It’s been a year since my last post. My last post was about deep (multi-layer) Bayesian classifiers capable of learning non-linear decision boundaries.
Since then, I’ve put on hold the work I was doing on deep (multi-layer) Bayesian classifiers and instead been working on deep learning using neural networks.
The reason for this was simple: our last paper revealed a limitation of deep directed graphical models that deep neural networks did not share, which allowed the latter to be of much greater depth (or to remember way more information) than the former.
The limitation turned out to be in the very equation that allowed us (read our last paper on deep (multi-layer) Bayesian classifiers for an explanation of the mathematics) to introduce non-linearity into deep Bayesian networks:
The equation contains a product of feature probabilities P(f|h,c) [the part inside the big brackets in the above equation].
This product yields extreme (uncalibrated) probabilities and we had observed that those extreme probabilities were essential to the formation of non-linear decision boundaries in the deep Bayesian classifiers we’d explored in the paper. The extremeness allowed the nearest cluster to a data point to have a greater say in the classification than all the other clusters.
We had found that when using this equation, there was no need to explicitly add non-linearities between the layers, because the above product itself gave rise to non-linear decision boundaries.
However, because of the extremeness of the product of P(f|h,c), the probability P(h|F) (the probability of a hidden node given the features) becomes a one-hot vector.

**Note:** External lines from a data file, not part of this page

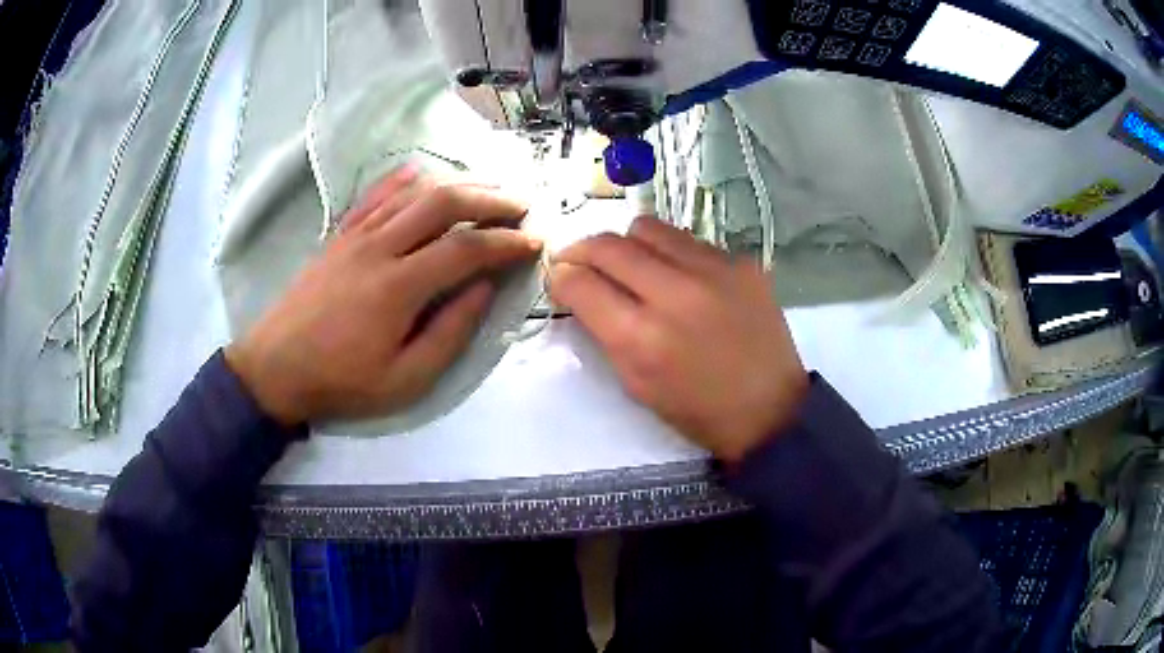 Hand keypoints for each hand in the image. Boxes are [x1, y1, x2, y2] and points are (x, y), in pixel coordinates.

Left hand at [226, 168, 540, 425]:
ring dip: (456, 185)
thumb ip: (450, 334)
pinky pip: (375, 195)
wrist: (274, 368)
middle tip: (522, 205)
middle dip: (490, 199)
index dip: (506, 242)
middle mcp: (380, 247)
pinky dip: (403, 180)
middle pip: (443, 203)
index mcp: (399, 286)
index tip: (534, 242)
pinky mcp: (339, 235)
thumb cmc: (341, 381)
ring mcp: (356, 235)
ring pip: (413, 192)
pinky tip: (422, 173)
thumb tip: (484, 290)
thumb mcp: (404, 380)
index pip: (466, 248)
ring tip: (487, 189)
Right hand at [549, 217, 807, 462]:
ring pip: (647, 228)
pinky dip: (670, 253)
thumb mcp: (637, 383)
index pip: (581, 283)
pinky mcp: (742, 262)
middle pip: (608, 245)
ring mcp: (714, 271)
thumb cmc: (697, 409)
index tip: (559, 277)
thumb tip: (578, 287)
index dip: (560, 276)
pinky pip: (688, 240)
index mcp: (642, 338)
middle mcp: (675, 293)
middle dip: (583, 251)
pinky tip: (679, 277)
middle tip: (581, 262)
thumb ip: (603, 331)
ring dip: (627, 244)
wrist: (771, 409)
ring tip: (632, 265)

Thus a dense input vector (f) becomes transformed into a one hot vector (h), in just one layer.
Once we have a one-hot vector, we don’t gain much from the addition of more layers of neurons (which is also why you shouldn’t use the softmax activation function in intermediate layers of deep neural networks).

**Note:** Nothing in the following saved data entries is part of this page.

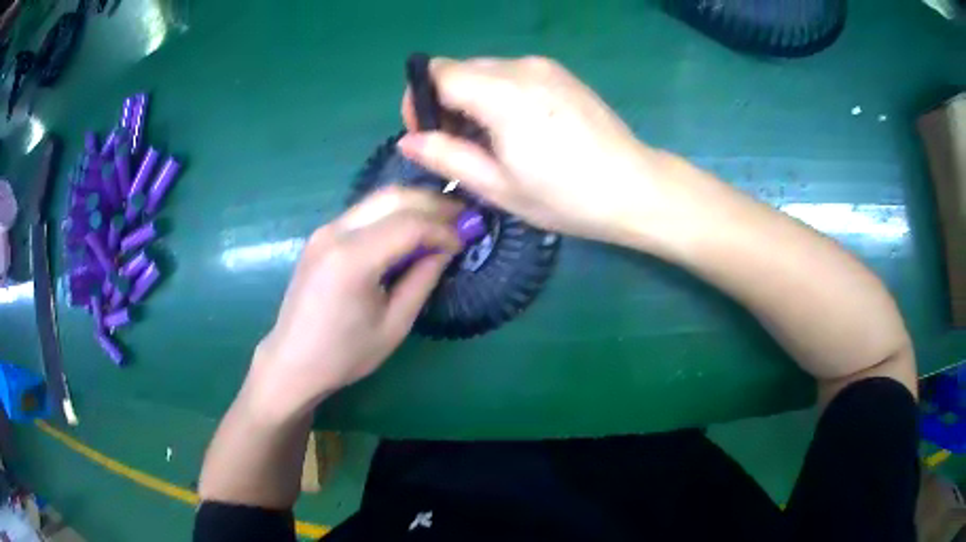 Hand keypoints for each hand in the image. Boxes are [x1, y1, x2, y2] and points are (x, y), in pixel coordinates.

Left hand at [242, 187, 461, 420]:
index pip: (409, 224)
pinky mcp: (322, 235)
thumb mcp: (394, 324)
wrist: (293, 361)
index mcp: (352, 259)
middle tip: (463, 217)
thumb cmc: (344, 354)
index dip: (443, 228)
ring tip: (444, 220)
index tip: (467, 240)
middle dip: (433, 203)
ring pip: (378, 198)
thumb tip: (448, 247)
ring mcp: (325, 230)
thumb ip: (422, 279)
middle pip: (393, 197)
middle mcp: (335, 233)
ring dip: (415, 204)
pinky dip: (394, 213)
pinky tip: (411, 229)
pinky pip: (365, 212)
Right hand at [396, 56, 670, 244]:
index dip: (420, 100)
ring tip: (491, 141)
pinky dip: (499, 95)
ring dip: (473, 99)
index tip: (429, 135)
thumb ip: (446, 157)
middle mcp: (522, 67)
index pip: (438, 72)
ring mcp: (546, 67)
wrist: (635, 188)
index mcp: (503, 93)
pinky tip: (519, 129)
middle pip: (460, 68)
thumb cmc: (566, 196)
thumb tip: (408, 141)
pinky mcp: (562, 74)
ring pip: (486, 70)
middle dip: (445, 101)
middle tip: (459, 145)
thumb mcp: (499, 186)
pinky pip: (513, 74) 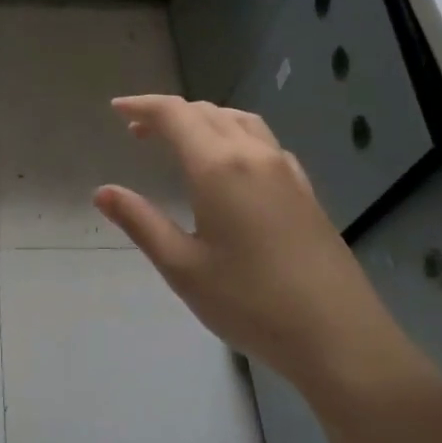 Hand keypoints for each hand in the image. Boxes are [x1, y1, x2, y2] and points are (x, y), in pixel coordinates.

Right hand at [91, 94, 391, 402]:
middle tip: (137, 130)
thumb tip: (103, 192)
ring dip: (204, 119)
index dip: (142, 106)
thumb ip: (141, 222)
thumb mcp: (182, 267)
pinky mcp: (305, 189)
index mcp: (218, 167)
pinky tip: (230, 165)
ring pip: (239, 121)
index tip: (116, 108)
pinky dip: (233, 135)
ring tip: (180, 140)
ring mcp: (286, 170)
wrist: (338, 335)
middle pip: (206, 112)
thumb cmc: (249, 302)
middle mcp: (253, 155)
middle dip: (168, 113)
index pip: (175, 115)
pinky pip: (263, 142)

This is because one-hot encodings encode very little information.
There’s an explanation of this weakness of one-hot encodings in the following lecture by Hinton comparing RNNs and HMMs.
Hinton points out there that an RNN with its dense representation can encode exponentially more information than a finite state automaton (that is, an HMM) with its one-hot representation of information.
I call this tendency of deep Bayesian models to reduce dense representations of information to one-hot representations the vanishing information problem.
Since the one-hot representation is a result of overconfidence (a kind of poor calibration), it can be said that the vanishing information problem exists in any system that suffers from overconfidence.
Since Bayesian systems suffer from the overconfidence problem, they don’t scale up to lots of layers.
(We are not sure whether the overconfidence problem is an artifact of the training method that we used, namely expectation maximization, or of the formalism of directed graphical models themselves).
What our equations told us though was that the vanishing information problem was inescapable for deep Bayesian classification models trained using EM.
As a result, they would never be able to grow as deep as deep neural networks.
And that is the main reason why we switched to using deep neural networks in both our research and our consulting work at Aiaioo Labs.